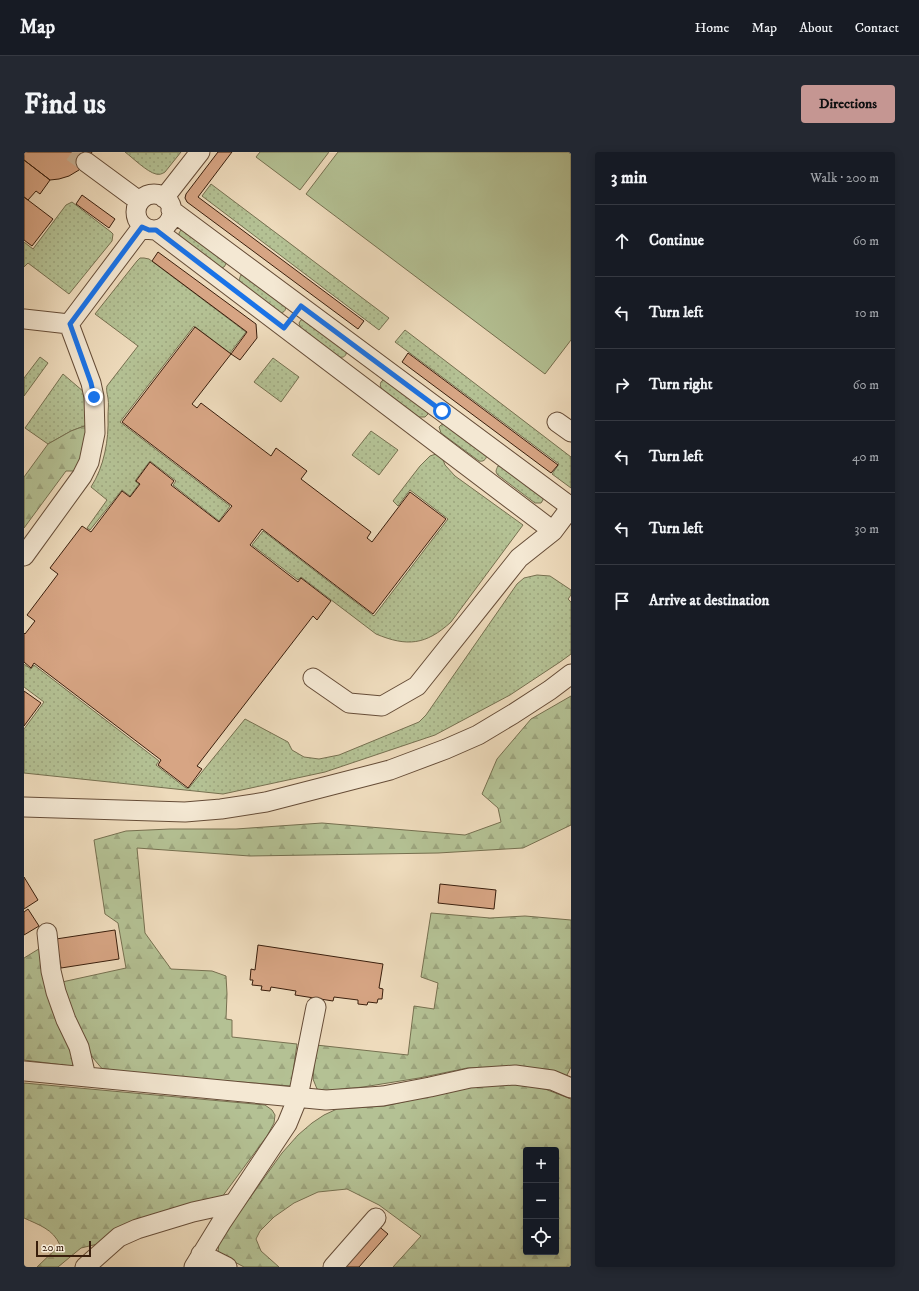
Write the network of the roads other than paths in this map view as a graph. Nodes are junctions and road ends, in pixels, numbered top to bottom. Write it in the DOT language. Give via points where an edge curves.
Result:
graph roads {
  1 [pos="200,152"];
  2 [pos="86,162"];
  3 [pos="139,201"];
  4 [pos="168,204"];
  5 [pos="149,228"];
  6 [pos="241,262"];
  7 [pos="226,283"];
  8 [pos="301,306"];
  9 [pos="24,319"];
  10 [pos="70,324"];
  11 [pos="284,328"];
  12 [pos="362,352"];
  13 [pos="382,367"];
  14 [pos="345,374"];
  15 [pos="366,389"];
  16 [pos="442,411"];
  17 [pos="425,434"];
  18 [pos="499,454"];
  19 [pos="481,476"];
  20 [pos="566,517"];
  21 [pos="24,556"];
  22 [pos="571,674"];
  23 [pos="313,678"];
  24 [pos="24,807"];
  25 [pos="46,933"];
  26 [pos="316,1007"];
  27 [pos="24,1071"];
  28 [pos="86,1077"];
  29 [pos="570,1085"];
  30 [pos="298,1097"];
  31 [pos="234,1204"];
  32 [pos="376,1218"];
  33 [pos="198,1261"];
  34 [pos="85,1267"];
  35 [pos="227,1267"];
  36 [pos="333,1267"];
  1 -- 4 [label="street"];
  2 -- 3 [label="street"];
  3 -- 4 [label="street" via="151,194 158,195"];
  3 -- 5 [label="street" via="136,208 138,221"];
  4 -- 5 [label="street" via="171,217 168,223 163,228"];
  4 -- 6 [label="street"];
  5 -- 7 [label="street"];
  5 -- 10 [label="street"];
  6 -- 7 [label="street"];
  6 -- 8 [label="street"];
  7 -- 11 [label="street"];
  8 -- 11 [label="street"];
  8 -- 12 [label="street"];
  9 -- 10 [label="street"];
  10 -- 21 [label="street" via="94,397 95,432 90,462"];
  11 -- 14 [label="street"];
  12 -- 13 [label="street"];
  12 -- 14 [label="street"];
  13 -- 15 [label="street"];
  13 -- 16 [label="street"];
  14 -- 15 [label="street"];
  15 -- 17 [label="street"];
  16 -- 17 [label="street"];
  16 -- 18 [label="street"];
  17 -- 19 [label="street"];
  18 -- 19 [label="street"];
  18 -- 20 [label="street"];
  19 -- 20 [label="street"];
  20 -- 23 [label="street" via="519,558 417,686 382,706 349,703"];
  22 -- 24 [label="street" via="513,714 478,735 446,749 390,770 266,802 185,812"];
  25 -- 28 [label="street" via="56,992 79,1047"];
  26 -- 30 [label="street"];
  27 -- 28 [label="street"];
  28 -- 30 [label="street"];
  29 -- 30 [label="street" via="516,1075 470,1078 383,1096 326,1100"];
  30 -- 31 [label="street" via="287,1124"];
  31 -- 33 [label="street"];
  31 -- 34 [label="street" via="193,1212 137,1229 119,1237"];
  32 -- 36 [label="street"];
  33 -- 35 [label="street"];
}
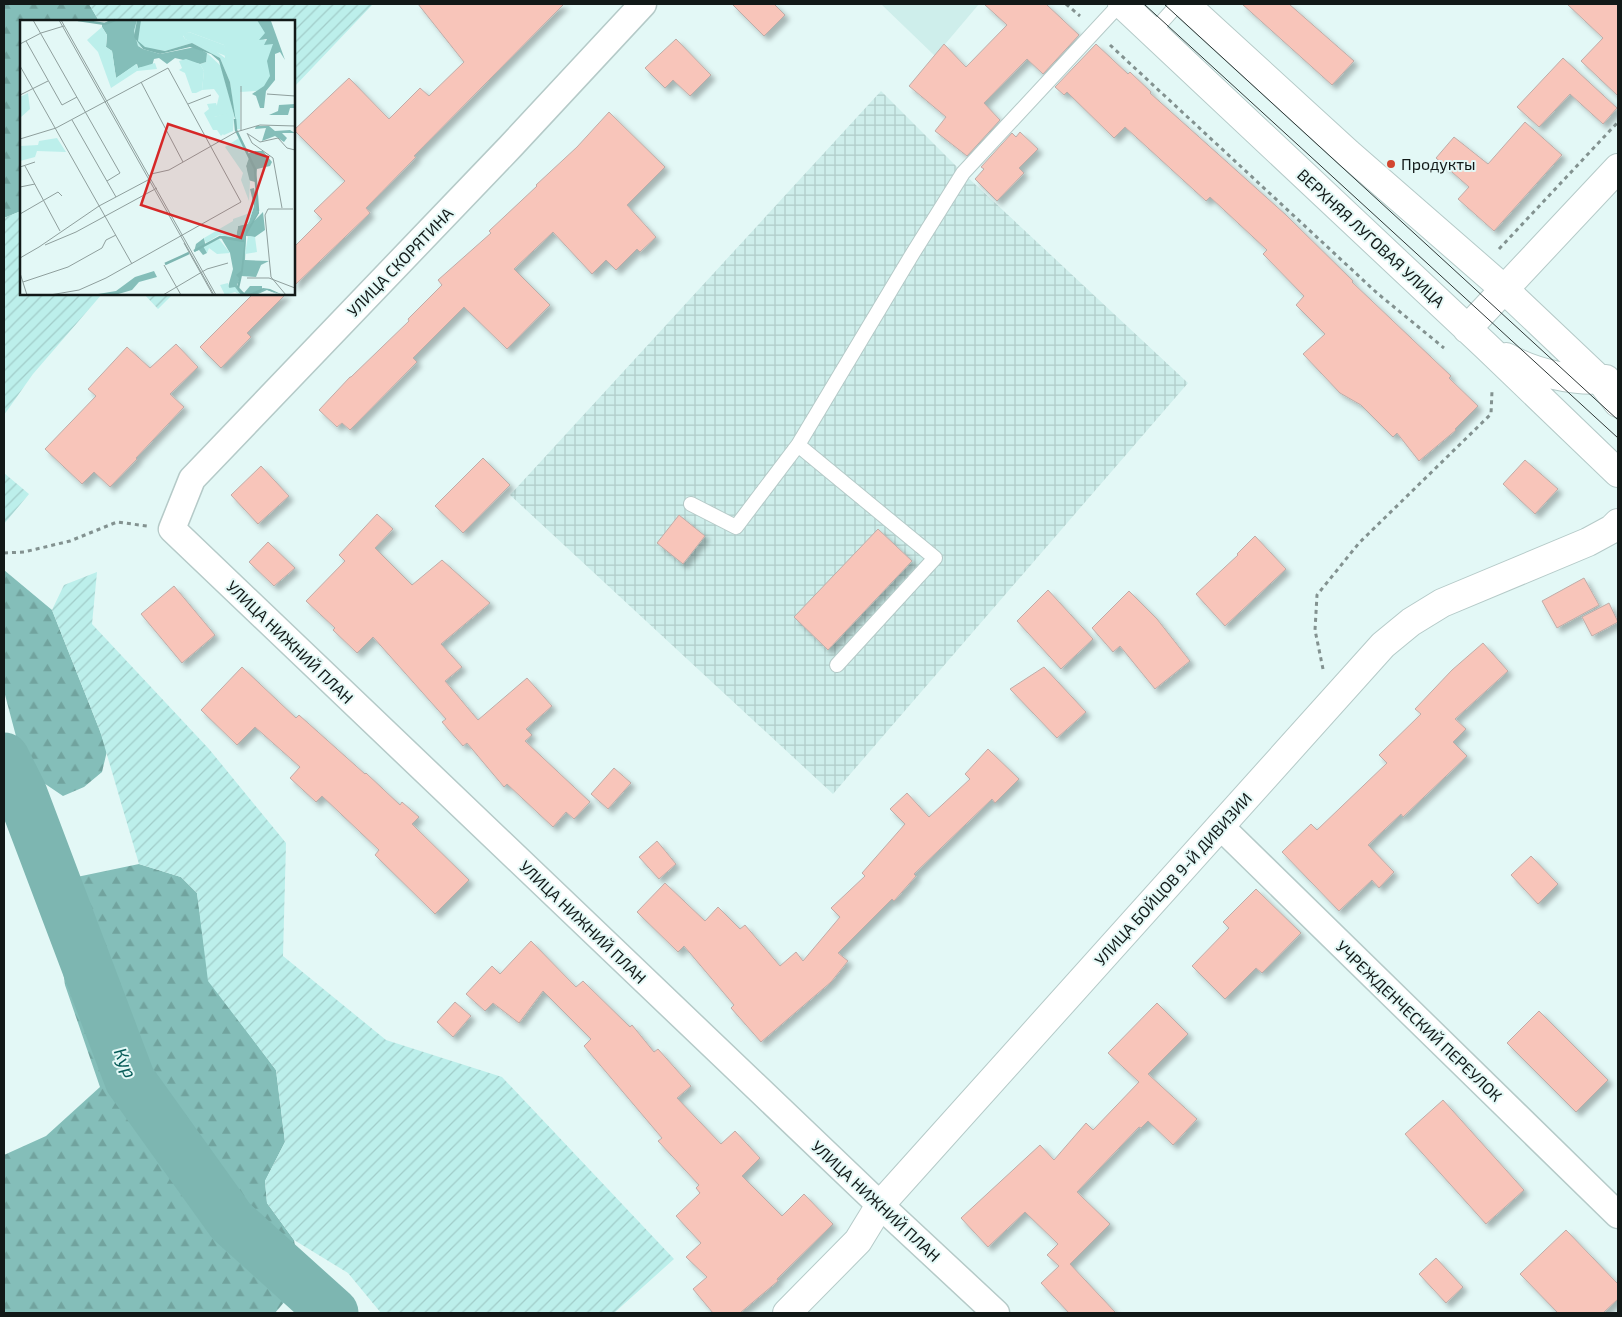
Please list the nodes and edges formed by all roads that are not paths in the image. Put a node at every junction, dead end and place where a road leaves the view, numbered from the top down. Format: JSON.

....................

◆ HOW TO COMPLETE THIS TASK ◆
Where the word "paths" shows up in a line of the listing, return that line.

◆ RESPONSE BOX ◆
Write the network of the roads other than paths in this map view as a graph. Nodes are junctions and road ends, in pixels, numbered top to bottom. Write it in the DOT language. Give via points where an edge curves.
Please list the nodes and edges formed by all roads that are not paths in the image. Put a node at every junction, dead end and place where a road leaves the view, numbered from the top down. Format: JSON.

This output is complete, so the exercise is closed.